Return the listing in full and exactly, but without a single picture.

Segment Open

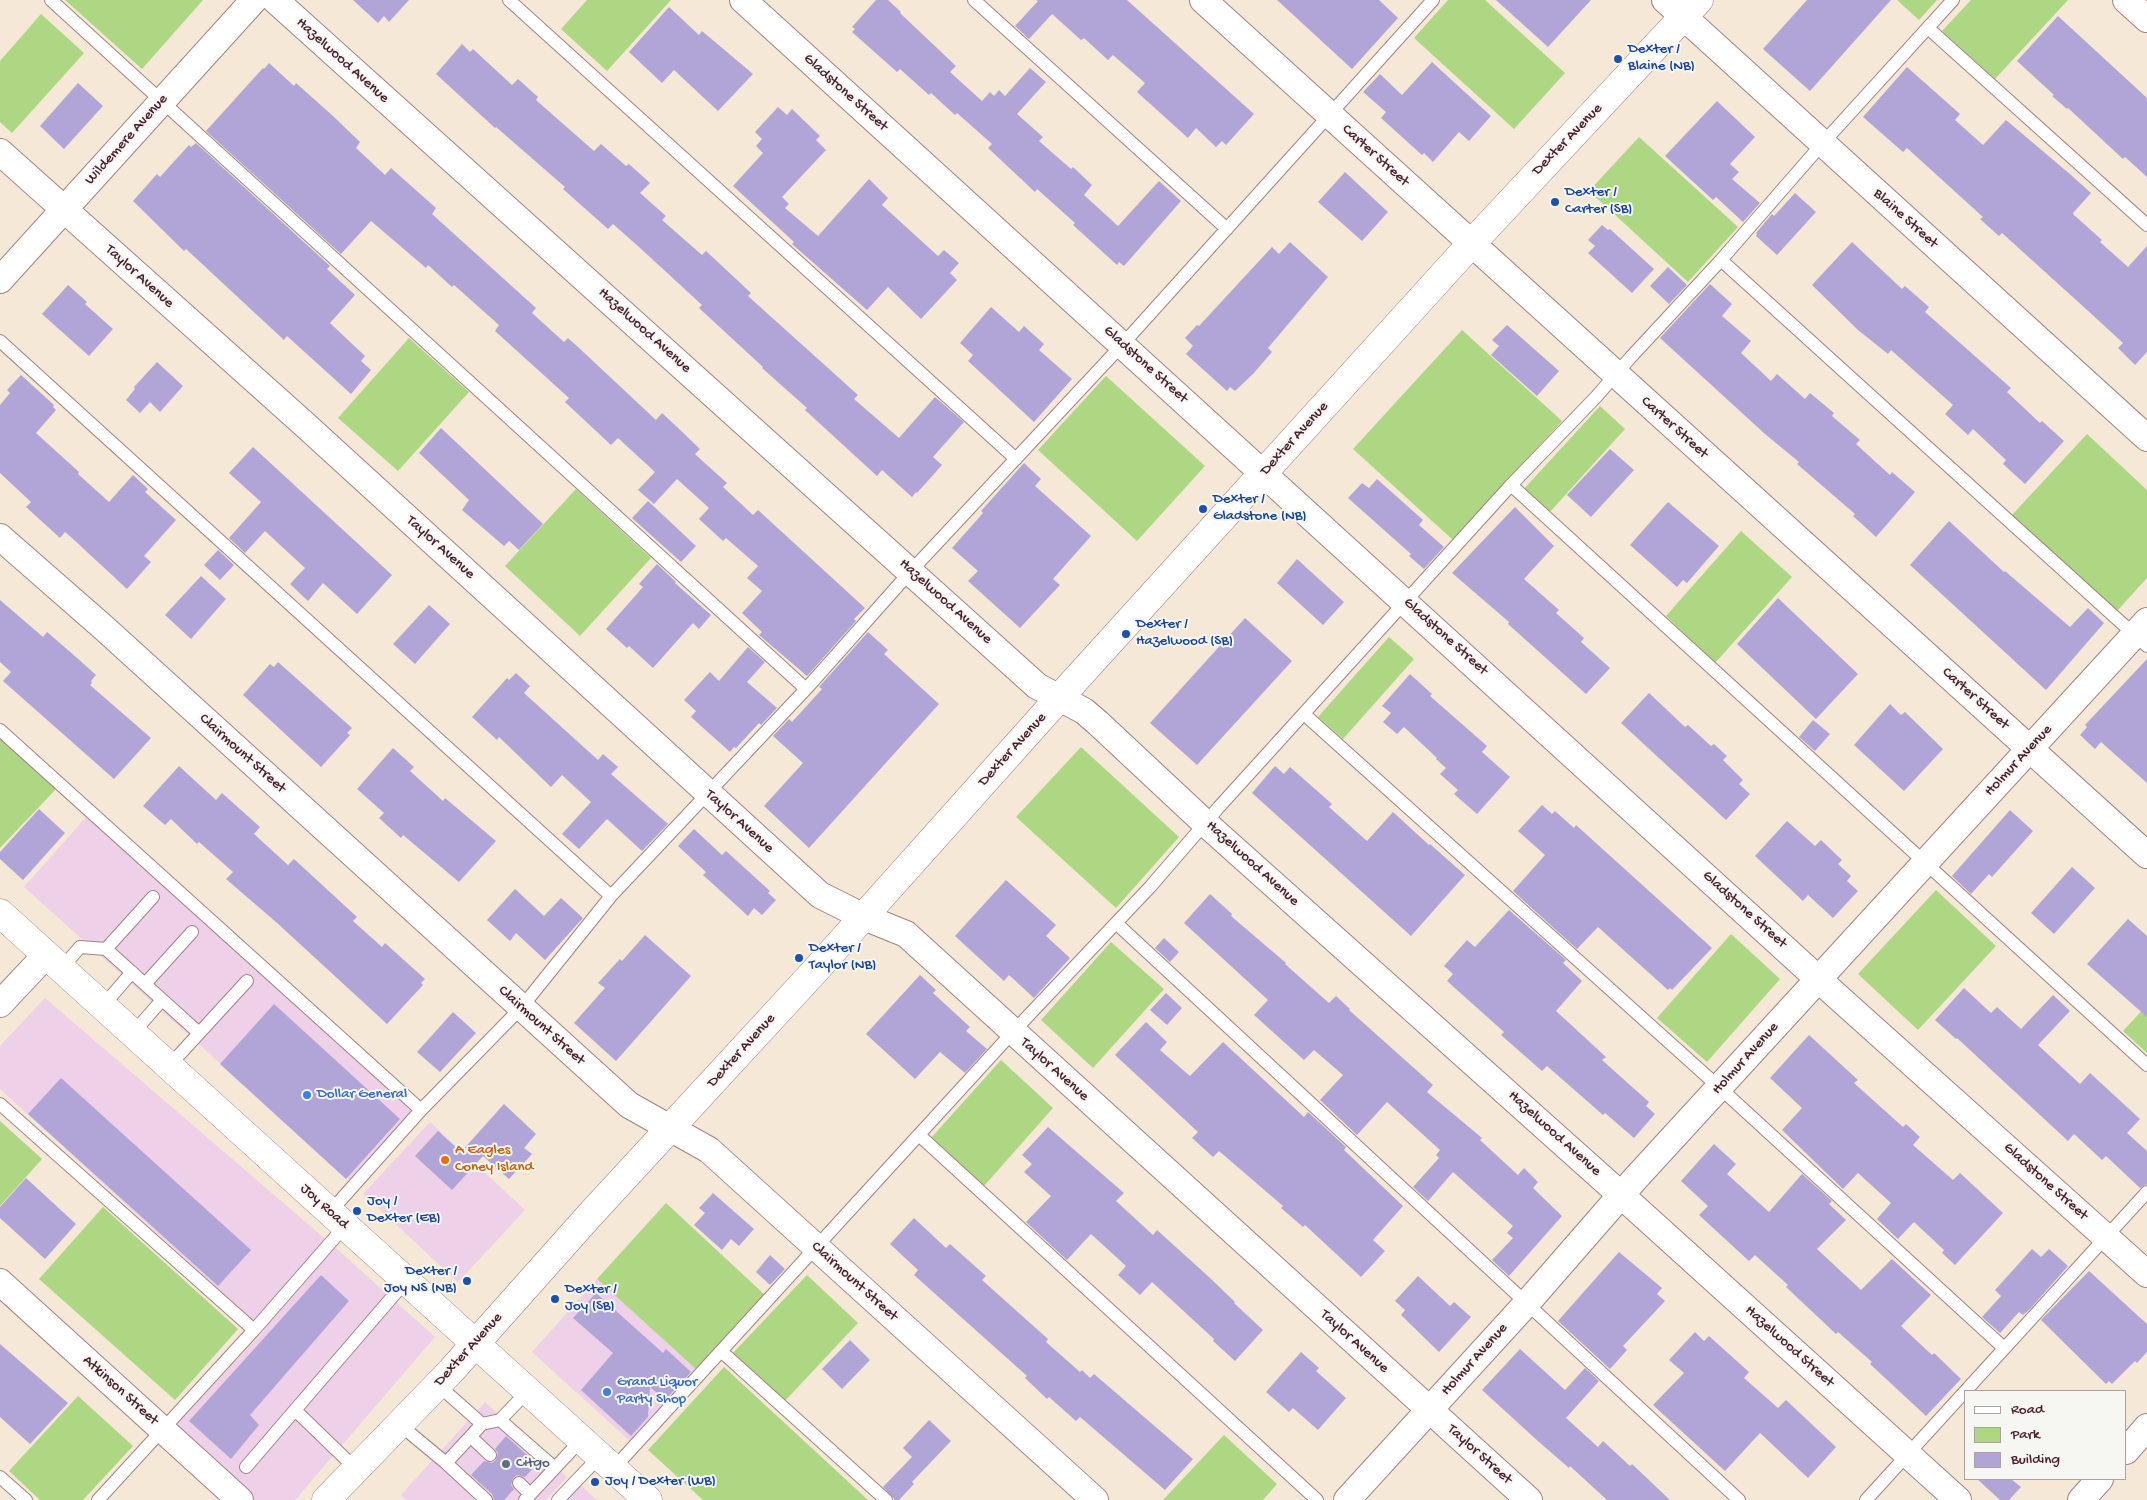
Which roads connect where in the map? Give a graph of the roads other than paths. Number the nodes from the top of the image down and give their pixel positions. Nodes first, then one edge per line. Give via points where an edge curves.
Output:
1 (51, 0) edge
2 (254, 0) edge
3 (275, 0) edge
4 (509, 0) edge
5 (743, 0) edge
6 (974, 0) edge
7 (1203, 0) edge
8 (1432, 0) edge
9 (1953, 0) edge
10 (2126, 0) edge
11 (1682, 6) edge
12 (2147, 19) edge
13 (1928, 28) junction
14 (163, 101) junction
15 (1330, 115) junction
16 (1822, 144) junction
17 (0, 152) edge
18 (64, 209) junction
19 (2147, 225) edge
20 (1227, 229) junction
21 (1471, 244) junction
22 (1721, 260) junction
23 (0, 280) edge
24 (0, 341) edge
25 (1122, 346) junction
26 (1615, 375) junction
27 (2147, 438) edge
28 (1016, 458) junction
29 (1264, 473) junction
30 (1511, 485) junction
31 (0, 536) edge
32 (911, 571) junction
33 (1406, 602) junction
34 (2143, 634) edge
35 (806, 689) junction
36 (1060, 697) junction
37 (1304, 714) junction
38 (0, 730) edge
39 (2030, 750) junction
40 (708, 794) junction
41 (1205, 823) junction
42 (2147, 855) edge
43 (1925, 863) junction
44 (611, 896) junction
45 (153, 897) dead end
46 (0, 913) edge
47 (864, 917) junction
48 (1116, 923) junction
49 (192, 932) dead end
50 (106, 949) junction
51 (54, 961) junction
52 (132, 972) junction
53 (1818, 978) junction
54 (247, 981) dead end
55 (145, 984) junction
56 (162, 1000) junction
57 (0, 1004) edge
58 (103, 1006) junction
59 (521, 1008) junction
60 (1012, 1032) junction
61 (133, 1033) junction
62 (198, 1033) junction
63 (2147, 1065) edge
64 (168, 1066) junction
65 (1720, 1088) junction
66 (0, 1104) edge
67 (421, 1110) junction
68 (671, 1129) junction
69 (918, 1136) junction
70 (2147, 1192) edge
71 (1621, 1195) junction
72 (337, 1219) junction
73 (2106, 1237) junction
74 (816, 1247) junction
75 (2147, 1274) edge
76 (406, 1281) junction
77 (0, 1282) edge
78 (1527, 1303) junction
79 (254, 1330) junction
80 (476, 1344) junction
81 (2004, 1348) junction
82 (721, 1351) junction
83 (438, 1385) junction
84 (1966, 1390) edge
85 (528, 1392) junction
86 (1964, 1392) edge
87 (295, 1410) junction
88 (1429, 1410) junction
89 (500, 1420) junction
90 (399, 1424) junction
91 (482, 1424) junction
92 (2147, 1427) edge
93 (163, 1430) junction
94 (471, 1437) junction
95 (2127, 1449) edge
96 (599, 1454) junction
97 (1908, 1454) junction
98 (490, 1455) dead end
99 (446, 1464) junction
100 (246, 1467) dead end
101 (554, 1468) junction
102 (356, 1469) junction
103 (0, 1477) edge
104 (2099, 1480) edge
105 (519, 1483) dead end
106 (528, 1497) edge
107 (26, 1500) edge
108 (98, 1500) edge
109 (240, 1500) edge
110 (326, 1500) edge
111 (486, 1500) edge
112 (558, 1500) edge
113 (648, 1500) edge
114 (886, 1500) edge
115 (1095, 1500) edge
116 (1317, 1500) edge
117 (1348, 1500) edge
118 (1529, 1500) edge
119 (1739, 1500) edge
120 (1866, 1500) edge
121 (1958, 1500) edge
122 (2081, 1500) edge

1 - 14 lane
2 - 14 street, Wildemere Avenue
3 - 32 street, Hazelwood Avenue
4 - 28 lane
5 - 25 street, Gladstone Street
6 - 20 lane
7 - 15 street, Carter Street
8 - 15 lane
9 - 13 lane
10 - 12 street
11 - 16 street, Blaine Street
11 - 21 street, Dexter Avenue
13 - 16 lane
13 - 19 lane
14 - 18 street, Wildemere Avenue
14 - 35 lane
15 - 20 lane
15 - 21 street, Carter Street
16 - 22 lane
16 - 27 street, Blaine Street
17 - 18 street
18 - 23 street, Wildemere Avenue
18 - 40 street, Taylor Avenue
20 - 25 lane
21 - 26 street, Carter Street
21 - 29 street, Dexter Avenue
22 - 26 lane
22 - 34 lane
24 - 44 lane
25 - 28 lane
25 - 29 street, Gladstone Street
26 - 30 lane
26 - 39 street, Carter Street
28 - 32 lane
29 - 33 street, Gladstone Street
29 - 36 street, Dexter Avenue
30 - 33 lane
30 - 43 lane
31 - 59 street, Clairmount Street
32 - 35 lane
32 - 36 street, Hazelwood Avenue via 1038,686
33 - 37 lane
33 - 53 street, Gladstone Street
34 - 39 street, Holmur Avenue
35 - 40 lane
36 - 41 street, Hazelwood Avenue via 1084,711
36 - 47 street, Dexter Avenue
37 - 41 lane
37 - 65 lane
38 - 67 lane
39 - 42 street, Carter Street
39 - 43 street, Holmur Avenue
40 - 44 lane
40 - 47 street, Taylor Avenue via 820,895
41 - 48 lane
41 - 71 street, Hazelwood Avenue
43 - 53 street, Holmur Avenue
43 - 63 lane
44 - 59 lane
45 - 50 lane
46 - 51 street, Joy Road
47 - 60 street, Taylor Avenue via 906,934
47 - 68 street, Dexter Avenue
48 - 60 lane
48 - 78 lane
49 - 55 lane
50 - 51 lane via 80,947
50 - 52 lane
51 - 57 street
51 - 58 street, Joy Road
52 - 55 lane
52 - 58 lane
53 - 65 street, Holmur Avenue
53 - 73 street, Gladstone Street
54 - 62 lane
55 - 56 lane
56 - 61 lane
56 - 62 lane
58 - 61 street, Joy Road
59 - 67 lane
59 - 68 street, Clairmount Street via 632,1108
60 - 69 lane
60 - 88 street, Taylor Avenue
61 - 64 street, Joy Road
62 - 64 lane
64 - 72 street, Joy Road
65 - 71 street, Holmur Avenue
65 - 81 lane
66 - 79 lane
67 - 72 lane
68 - 74 street, Clairmount Street via 708,1150
68 - 80 street, Dexter Avenue
69 - 74 lane
69 - 116 lane
70 - 73 lane
71 - 78 street, Holmur Avenue
71 - 97 street, Hazelwood Street
72 - 76 street, Joy Road
72 - 79 lane
73 - 75 street, Gladstone Street
73 - 81 lane
74 - 82 lane
74 - 115 street, Clairmount Street
76 - 80 street, Joy Road
76 - 87 lane
77 - 93 street, Atkinson Street
78 - 88 street, Holmur Avenue
78 - 119 lane
79 - 93 lane
80 - 83 street, Dexter Avenue
80 - 85 street, Joy Road
81 - 84 lane
82 - 96 lane
82 - 114 lane
83 - 90 street, Dexter Avenue
83 - 91 lane
85 - 89 lane
85 - 96 street, Joy Road
86 - 97 lane
87 - 100 lane
87 - 102 lane
88 - 117 street, Holmur Avenue
88 - 118 street, Taylor Street
89 - 91 lane
89 - 101 lane
90 - 99 lane
90 - 102 street, Dexter Avenue
91 - 94 lane
92 - 95 street
93 - 108 lane
93 - 109 street, Atkinson Street
94 - 98 lane
94 - 99 lane
96 - 101 lane
96 - 112 lane
96 - 113 street, Joy Road
97 - 120 lane
97 - 121 street, Hazelwood Street
99 - 111 lane
101 - 106 lane
102 - 110 street, Dexter Avenue
103 - 107 lane
104 - 122 street
105 - 106 lane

Segment Closed

Result for this task =
Which roads connect where in the map? Give a graph of the roads other than paths. Number the nodes from the top of the image down and give their pixel positions. Nodes first, then one edge per line. Give via points where an edge curves.
Output:
1 (51, 0) edge
2 (254, 0) edge
3 (275, 0) edge
4 (509, 0) edge
5 (743, 0) edge
6 (974, 0) edge
7 (1203, 0) edge
8 (1432, 0) edge
9 (1953, 0) edge
10 (2126, 0) edge
11 (1682, 6) edge
12 (2147, 19) edge
13 (1928, 28) junction
14 (163, 101) junction
15 (1330, 115) junction
16 (1822, 144) junction
17 (0, 152) edge
18 (64, 209) junction
19 (2147, 225) edge
20 (1227, 229) junction
21 (1471, 244) junction
22 (1721, 260) junction
23 (0, 280) edge
24 (0, 341) edge
25 (1122, 346) junction
26 (1615, 375) junction
27 (2147, 438) edge
28 (1016, 458) junction
29 (1264, 473) junction
30 (1511, 485) junction
31 (0, 536) edge
32 (911, 571) junction
33 (1406, 602) junction
34 (2143, 634) edge
35 (806, 689) junction
36 (1060, 697) junction
37 (1304, 714) junction
38 (0, 730) edge
39 (2030, 750) junction
40 (708, 794) junction
41 (1205, 823) junction
42 (2147, 855) edge
43 (1925, 863) junction
44 (611, 896) junction
45 (153, 897) dead end
46 (0, 913) edge
47 (864, 917) junction
48 (1116, 923) junction
49 (192, 932) dead end
50 (106, 949) junction
51 (54, 961) junction
52 (132, 972) junction
53 (1818, 978) junction
54 (247, 981) dead end
55 (145, 984) junction
56 (162, 1000) junction
57 (0, 1004) edge
58 (103, 1006) junction
59 (521, 1008) junction
60 (1012, 1032) junction
61 (133, 1033) junction
62 (198, 1033) junction
63 (2147, 1065) edge
64 (168, 1066) junction
65 (1720, 1088) junction
66 (0, 1104) edge
67 (421, 1110) junction
68 (671, 1129) junction
69 (918, 1136) junction
70 (2147, 1192) edge
71 (1621, 1195) junction
72 (337, 1219) junction
73 (2106, 1237) junction
74 (816, 1247) junction
75 (2147, 1274) edge
76 (406, 1281) junction
77 (0, 1282) edge
78 (1527, 1303) junction
79 (254, 1330) junction
80 (476, 1344) junction
81 (2004, 1348) junction
82 (721, 1351) junction
83 (438, 1385) junction
84 (1966, 1390) edge
85 (528, 1392) junction
86 (1964, 1392) edge
87 (295, 1410) junction
88 (1429, 1410) junction
89 (500, 1420) junction
90 (399, 1424) junction
91 (482, 1424) junction
92 (2147, 1427) edge
93 (163, 1430) junction
94 (471, 1437) junction
95 (2127, 1449) edge
96 (599, 1454) junction
97 (1908, 1454) junction
98 (490, 1455) dead end
99 (446, 1464) junction
100 (246, 1467) dead end
101 (554, 1468) junction
102 (356, 1469) junction
103 (0, 1477) edge
104 (2099, 1480) edge
105 (519, 1483) dead end
106 (528, 1497) edge
107 (26, 1500) edge
108 (98, 1500) edge
109 (240, 1500) edge
110 (326, 1500) edge
111 (486, 1500) edge
112 (558, 1500) edge
113 (648, 1500) edge
114 (886, 1500) edge
115 (1095, 1500) edge
116 (1317, 1500) edge
117 (1348, 1500) edge
118 (1529, 1500) edge
119 (1739, 1500) edge
120 (1866, 1500) edge
121 (1958, 1500) edge
122 (2081, 1500) edge

1 - 14 lane
2 - 14 street, Wildemere Avenue
3 - 32 street, Hazelwood Avenue
4 - 28 lane
5 - 25 street, Gladstone Street
6 - 20 lane
7 - 15 street, Carter Street
8 - 15 lane
9 - 13 lane
10 - 12 street
11 - 16 street, Blaine Street
11 - 21 street, Dexter Avenue
13 - 16 lane
13 - 19 lane
14 - 18 street, Wildemere Avenue
14 - 35 lane
15 - 20 lane
15 - 21 street, Carter Street
16 - 22 lane
16 - 27 street, Blaine Street
17 - 18 street
18 - 23 street, Wildemere Avenue
18 - 40 street, Taylor Avenue
20 - 25 lane
21 - 26 street, Carter Street
21 - 29 street, Dexter Avenue
22 - 26 lane
22 - 34 lane
24 - 44 lane
25 - 28 lane
25 - 29 street, Gladstone Street
26 - 30 lane
26 - 39 street, Carter Street
28 - 32 lane
29 - 33 street, Gladstone Street
29 - 36 street, Dexter Avenue
30 - 33 lane
30 - 43 lane
31 - 59 street, Clairmount Street
32 - 35 lane
32 - 36 street, Hazelwood Avenue via 1038,686
33 - 37 lane
33 - 53 street, Gladstone Street
34 - 39 street, Holmur Avenue
35 - 40 lane
36 - 41 street, Hazelwood Avenue via 1084,711
36 - 47 street, Dexter Avenue
37 - 41 lane
37 - 65 lane
38 - 67 lane
39 - 42 street, Carter Street
39 - 43 street, Holmur Avenue
40 - 44 lane
40 - 47 street, Taylor Avenue via 820,895
41 - 48 lane
41 - 71 street, Hazelwood Avenue
43 - 53 street, Holmur Avenue
43 - 63 lane
44 - 59 lane
45 - 50 lane
46 - 51 street, Joy Road
47 - 60 street, Taylor Avenue via 906,934
47 - 68 street, Dexter Avenue
48 - 60 lane
48 - 78 lane
49 - 55 lane
50 - 51 lane via 80,947
50 - 52 lane
51 - 57 street
51 - 58 street, Joy Road
52 - 55 lane
52 - 58 lane
53 - 65 street, Holmur Avenue
53 - 73 street, Gladstone Street
54 - 62 lane
55 - 56 lane
56 - 61 lane
56 - 62 lane
58 - 61 street, Joy Road
59 - 67 lane
59 - 68 street, Clairmount Street via 632,1108
60 - 69 lane
60 - 88 street, Taylor Avenue
61 - 64 street, Joy Road
62 - 64 lane
64 - 72 street, Joy Road
65 - 71 street, Holmur Avenue
65 - 81 lane
66 - 79 lane
67 - 72 lane
68 - 74 street, Clairmount Street via 708,1150
68 - 80 street, Dexter Avenue
69 - 74 lane
69 - 116 lane
70 - 73 lane
71 - 78 street, Holmur Avenue
71 - 97 street, Hazelwood Street
72 - 76 street, Joy Road
72 - 79 lane
73 - 75 street, Gladstone Street
73 - 81 lane
74 - 82 lane
74 - 115 street, Clairmount Street
76 - 80 street, Joy Road
76 - 87 lane
77 - 93 street, Atkinson Street
78 - 88 street, Holmur Avenue
78 - 119 lane
79 - 93 lane
80 - 83 street, Dexter Avenue
80 - 85 street, Joy Road
81 - 84 lane
82 - 96 lane
82 - 114 lane
83 - 90 street, Dexter Avenue
83 - 91 lane
85 - 89 lane
85 - 96 street, Joy Road
86 - 97 lane
87 - 100 lane
87 - 102 lane
88 - 117 street, Holmur Avenue
88 - 118 street, Taylor Street
89 - 91 lane
89 - 101 lane
90 - 99 lane
90 - 102 street, Dexter Avenue
91 - 94 lane
92 - 95 street
93 - 108 lane
93 - 109 street, Atkinson Street
94 - 98 lane
94 - 99 lane
96 - 101 lane
96 - 112 lane
96 - 113 street, Joy Road
97 - 120 lane
97 - 121 street, Hazelwood Street
99 - 111 lane
101 - 106 lane
102 - 110 street, Dexter Avenue
103 - 107 lane
104 - 122 street
105 - 106 lane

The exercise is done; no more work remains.